• _Problem statement_: Within the entries below, find each line containing the word "where" and copy it.

• _Supplied data_:
::::

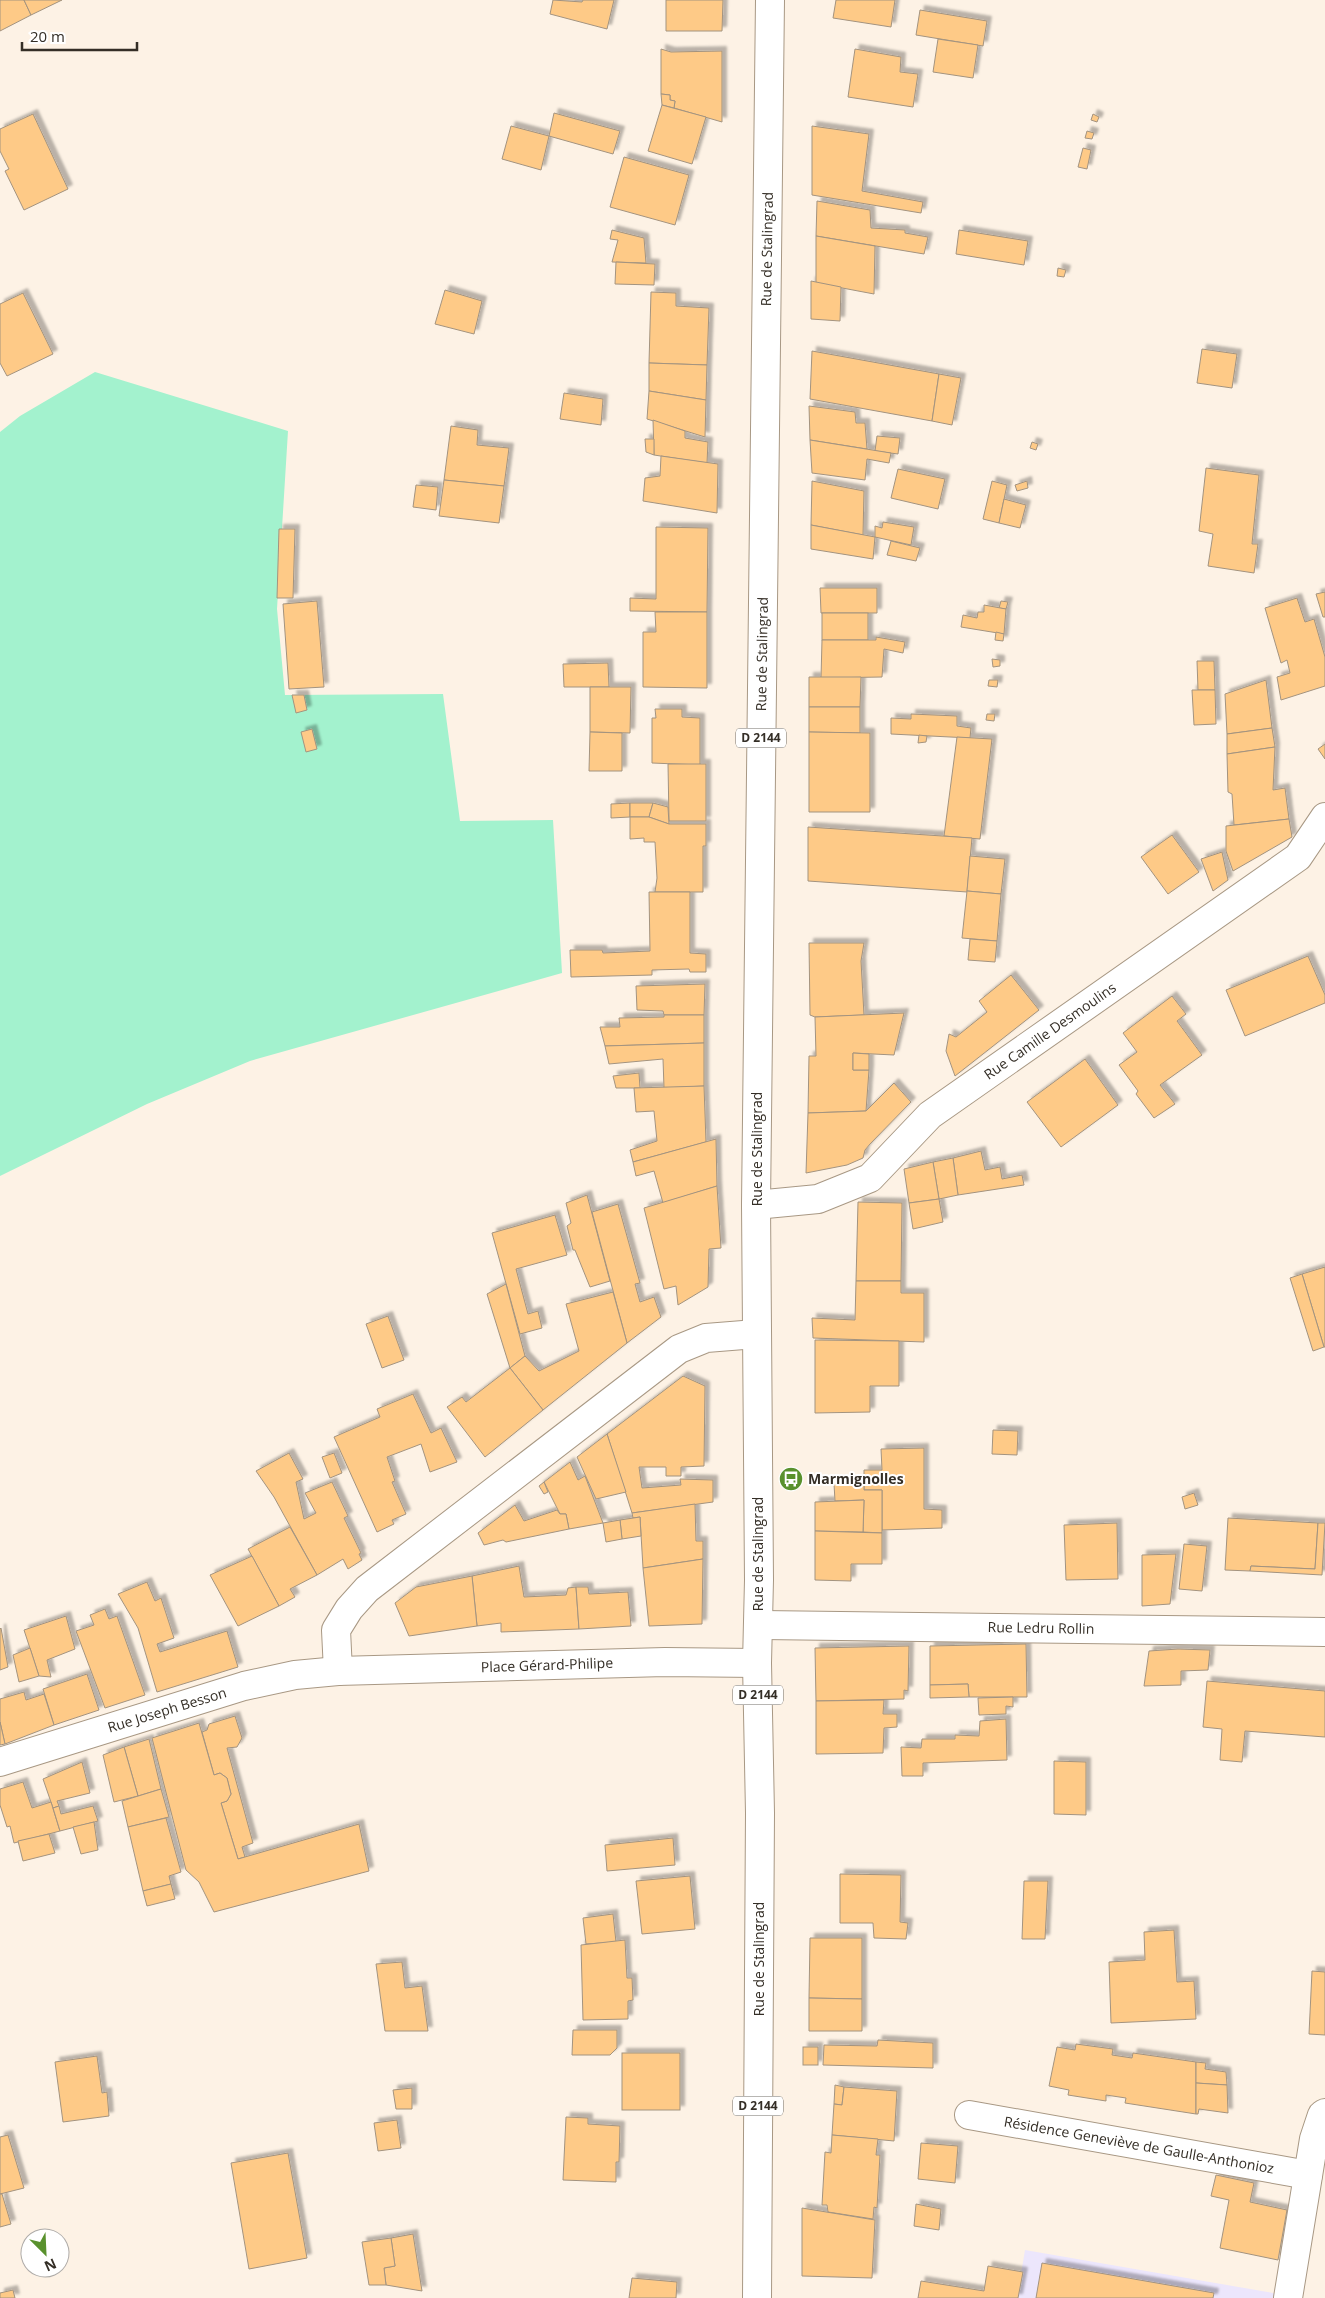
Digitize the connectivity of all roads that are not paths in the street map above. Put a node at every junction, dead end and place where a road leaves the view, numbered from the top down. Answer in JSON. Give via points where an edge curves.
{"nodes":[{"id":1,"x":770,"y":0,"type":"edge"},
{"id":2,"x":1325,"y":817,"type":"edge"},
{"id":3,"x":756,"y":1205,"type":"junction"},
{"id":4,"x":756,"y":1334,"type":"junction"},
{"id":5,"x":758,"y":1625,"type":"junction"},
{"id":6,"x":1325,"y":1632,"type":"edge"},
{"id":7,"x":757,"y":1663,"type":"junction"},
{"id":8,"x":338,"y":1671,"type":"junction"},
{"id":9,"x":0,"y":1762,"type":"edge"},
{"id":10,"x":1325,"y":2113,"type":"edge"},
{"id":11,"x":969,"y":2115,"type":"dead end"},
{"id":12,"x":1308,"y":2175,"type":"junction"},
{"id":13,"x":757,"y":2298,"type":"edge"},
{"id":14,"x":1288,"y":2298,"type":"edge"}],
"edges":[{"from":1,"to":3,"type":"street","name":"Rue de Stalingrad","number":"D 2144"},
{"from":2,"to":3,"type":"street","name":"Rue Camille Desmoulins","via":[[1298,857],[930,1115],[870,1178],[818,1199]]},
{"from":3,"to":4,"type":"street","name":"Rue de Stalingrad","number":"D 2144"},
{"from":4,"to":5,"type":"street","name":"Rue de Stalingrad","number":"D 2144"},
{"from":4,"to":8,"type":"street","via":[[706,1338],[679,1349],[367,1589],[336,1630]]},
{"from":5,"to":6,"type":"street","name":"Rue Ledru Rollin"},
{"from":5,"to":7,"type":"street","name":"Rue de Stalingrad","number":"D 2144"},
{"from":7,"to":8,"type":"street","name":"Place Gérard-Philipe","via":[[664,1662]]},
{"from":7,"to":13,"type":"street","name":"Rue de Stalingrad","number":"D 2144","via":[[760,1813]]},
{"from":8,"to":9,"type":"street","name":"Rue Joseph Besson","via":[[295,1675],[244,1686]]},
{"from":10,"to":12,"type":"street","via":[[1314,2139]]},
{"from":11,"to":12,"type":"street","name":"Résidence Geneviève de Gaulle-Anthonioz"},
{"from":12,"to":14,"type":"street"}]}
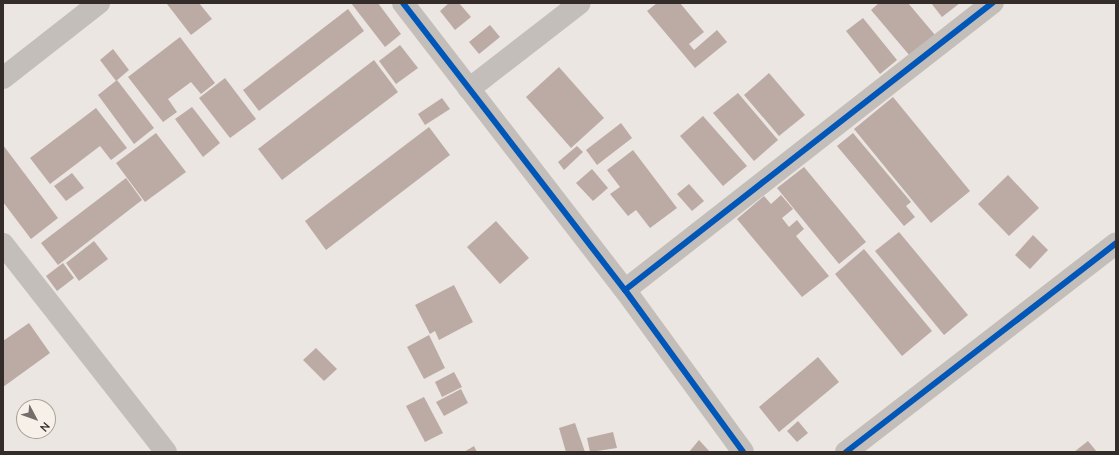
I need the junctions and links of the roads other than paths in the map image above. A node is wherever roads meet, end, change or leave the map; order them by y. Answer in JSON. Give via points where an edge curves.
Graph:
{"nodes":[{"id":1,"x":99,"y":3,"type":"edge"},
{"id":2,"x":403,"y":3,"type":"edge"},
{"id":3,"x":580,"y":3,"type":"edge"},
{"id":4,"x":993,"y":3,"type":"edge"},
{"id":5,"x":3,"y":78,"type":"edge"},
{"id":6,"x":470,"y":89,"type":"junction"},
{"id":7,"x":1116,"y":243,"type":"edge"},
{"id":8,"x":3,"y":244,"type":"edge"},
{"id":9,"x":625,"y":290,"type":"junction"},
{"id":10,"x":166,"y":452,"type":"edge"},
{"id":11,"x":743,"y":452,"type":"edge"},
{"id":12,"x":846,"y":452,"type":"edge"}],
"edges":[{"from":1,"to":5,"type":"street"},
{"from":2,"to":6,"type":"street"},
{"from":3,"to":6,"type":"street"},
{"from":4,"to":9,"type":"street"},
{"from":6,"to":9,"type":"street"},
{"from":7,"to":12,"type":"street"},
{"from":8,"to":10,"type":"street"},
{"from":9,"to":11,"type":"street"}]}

::::

• _Task solution_:
Digitize the connectivity of all roads that are not paths in the street map above. Put a node at every junction, dead end and place where a road leaves the view, numbered from the top down. Answer in JSON. Give via points where an edge curves.
I need the junctions and links of the roads other than paths in the map image above. A node is wherever roads meet, end, change or leave the map; order them by y. Answer in JSON. Give via points where an edge curves.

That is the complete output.